# African Grey Parrots



## CharleyRogan

Hey, I was wondering what you could tell me about an african grey parrot!

Are they suitable to live in same room as rodents, what size cage am I lookin at, how long do they live, how much i should look to pay, food, male or female? etc

Cheers!


----------



## DKDREAM

The african grey is classed as a large bird, they can be noisy and like all parrots messy. You should look at a cage thats quite large, a good site is Parrot Supplies - UK Online Parrot Shop, Huge Range & Fast Delivery that site will tell you what cage is suitable. A hand reared African grey can cost upto £550. Are you aware their is 2 different species of Grey the Congo and Timneh the Timneh is less expensive and has a maroon tail and the Congo is bright red. The sex of the bird shouldnt matter if you get a baby either sex would be as loving towards you, however some males can be more grumpy during mating season.


----------



## DKDREAM

heres some info on both parrots

Timneh African Grey

Congo and Timneh African Greys


----------



## DKDREAM

Can i ask you what interests you in an African grey?


----------



## hawksport

Cage size around 120cm high x 90cm x 60cm
Lifespan around 70 years
A hand reared silver is going to be £500+
Male or female wouldn't matter to me, some say opposite to owner is best. Unless it has been dna tested you wont know.
These are a very demanding species, has a high rate of feather plucking problems and will more than likely bond to one person when it is older.
Consider also the small macaws eg chestnut fronted, yellow collared and illigers a bit less demanding but a lot noisier


----------



## DKDREAM

forgot to say a pellet diet is best for greys they also need calcium too, they do need baths too as they create a lot of dust.


----------



## hawksport

and dont let them escape they have no sense of direction at all


----------



## DKDREAM

hawksport said:


> and dont let them escape they have no sense of direction at all


pmsl, on a serious note, you bcan get parrot harness's maybe you could train one up HS? Imagine how much that would sell lol.


----------



## hawksport

DKDREAM said:


> pmsl, on a serious note, you bcan get parrot harness's maybe you could train one up HS? Imagine how much that would sell lol.

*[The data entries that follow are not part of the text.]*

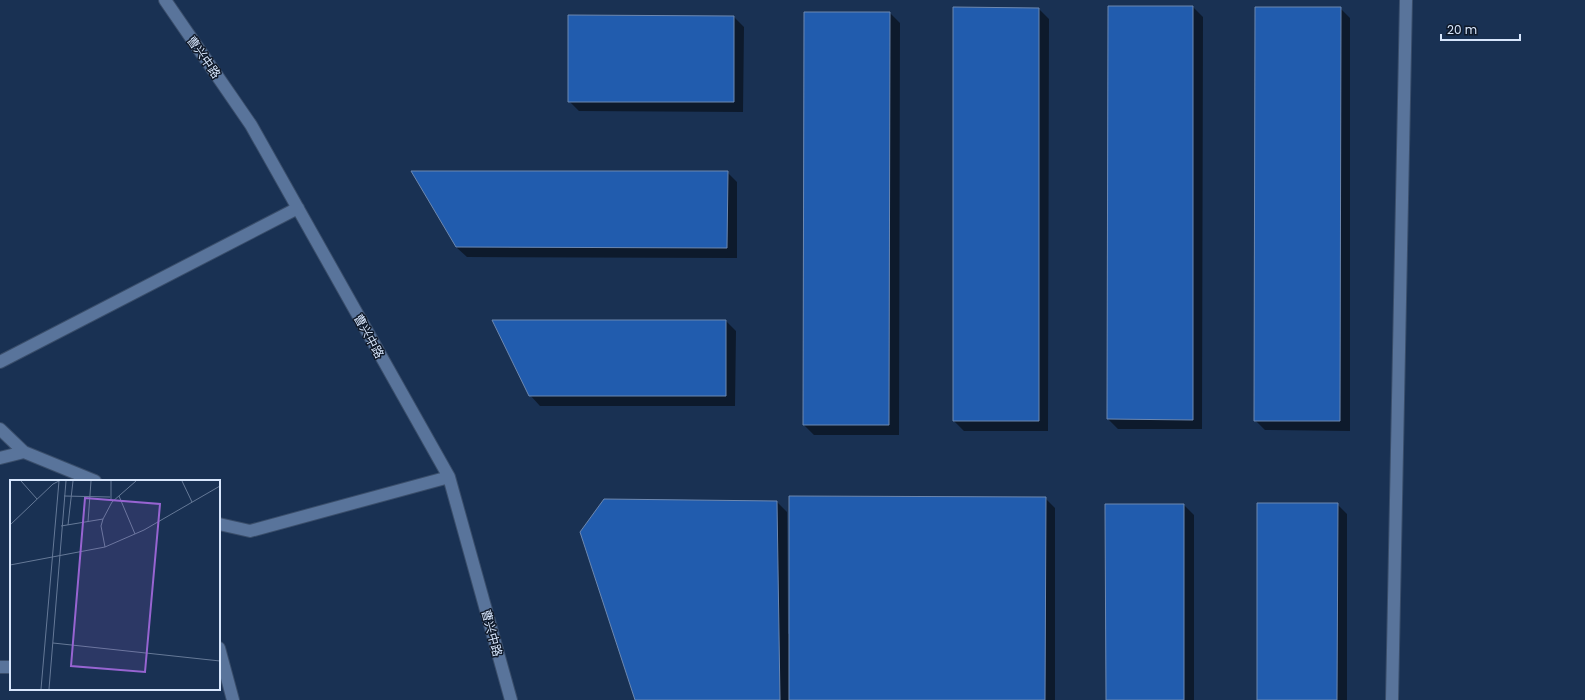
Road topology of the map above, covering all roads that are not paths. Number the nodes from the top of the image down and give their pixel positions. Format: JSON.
{"nodes":[{"id":1,"x":165,"y":0,"type":"edge"},
{"id":2,"x":1406,"y":0,"type":"edge"},
{"id":3,"x":298,"y":208,"type":"junction"},
{"id":4,"x":0,"y":362,"type":"edge"},
{"id":5,"x":0,"y":430,"type":"edge"},
{"id":6,"x":24,"y":452,"type":"junction"},
{"id":7,"x":0,"y":458,"type":"edge"},
{"id":8,"x":449,"y":477,"type":"junction"},
{"id":9,"x":94,"y":480,"type":"edge"},
{"id":10,"x":220,"y":524,"type":"edge"},
{"id":11,"x":221,"y":660,"type":"edge"},
{"id":12,"x":233,"y":700,"type":"edge"},
{"id":13,"x":510,"y":700,"type":"edge"},
{"id":14,"x":1392,"y":700,"type":"edge"}],
"edges":[{"from":1,"to":3,"type":"street","name":"曹兴中路"},
{"from":2,"to":14,"type":"street"},
{"from":3,"to":4,"type":"street"},
{"from":3,"to":8,"type":"street","name":"曹兴中路"},
{"from":5,"to":6,"type":"street"},
{"from":6,"to":7,"type":"street"},
{"from":6,"to":9,"type":"street"},
{"from":8,"to":10,"type":"street"},
{"from":8,"to":13,"type":"street","name":"曹兴中路"},
{"from":11,"to":12,"type":"street"}]}
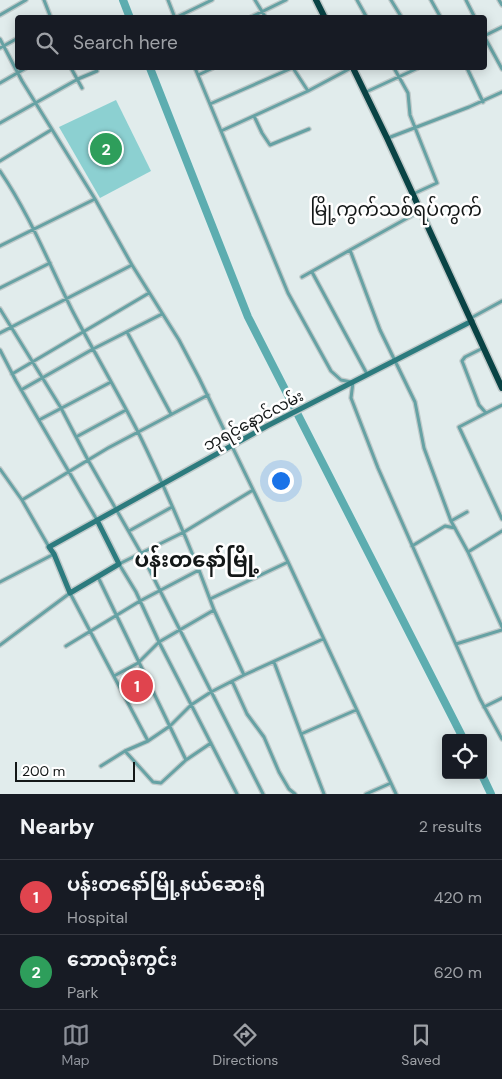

I've had a cockatiel that used to free fly aound the village, a colony of budgies at liberty, a breeding pair of conures at liberty and macaws at liberty with no problems. One AG got out of a window and had me running round for nearly three weeks before I found it. Theres a bird park in Leicestershire and the only ones they don't have at liberty are the AGs.


----------



## CharleyRogan

DKDREAM said:


> Can i ask you what interests you in an African grey?


One of my friends have got one, and I love the level of intellect of them! They are amazing speakers, and friendly (at least my friends is!) And I feel its a pet that could really get to know you and you it!


----------



## RockRomantic

CharleyRogan said:


> One of my friends have got one, and I love the level of intellect of them! They are amazing speakers, and friendly (at least my friends is!) And I feel its a pet that could really get to know you and you it!


the one my mother in law has is a nasty little sod! it's only taken to my mother in law hates everyone else lol.. especially me!


----------



## DKDREAM

They are nice nirds but are quite time consuming. some are better then others, just like people, Have you seen the amazing Alex the African grey


----------



## CharleyRogan

RockRomantic said:


> the one my mother in law has is a nasty little sod! it's only taken to my mother in law hates everyone else lol.. especially me!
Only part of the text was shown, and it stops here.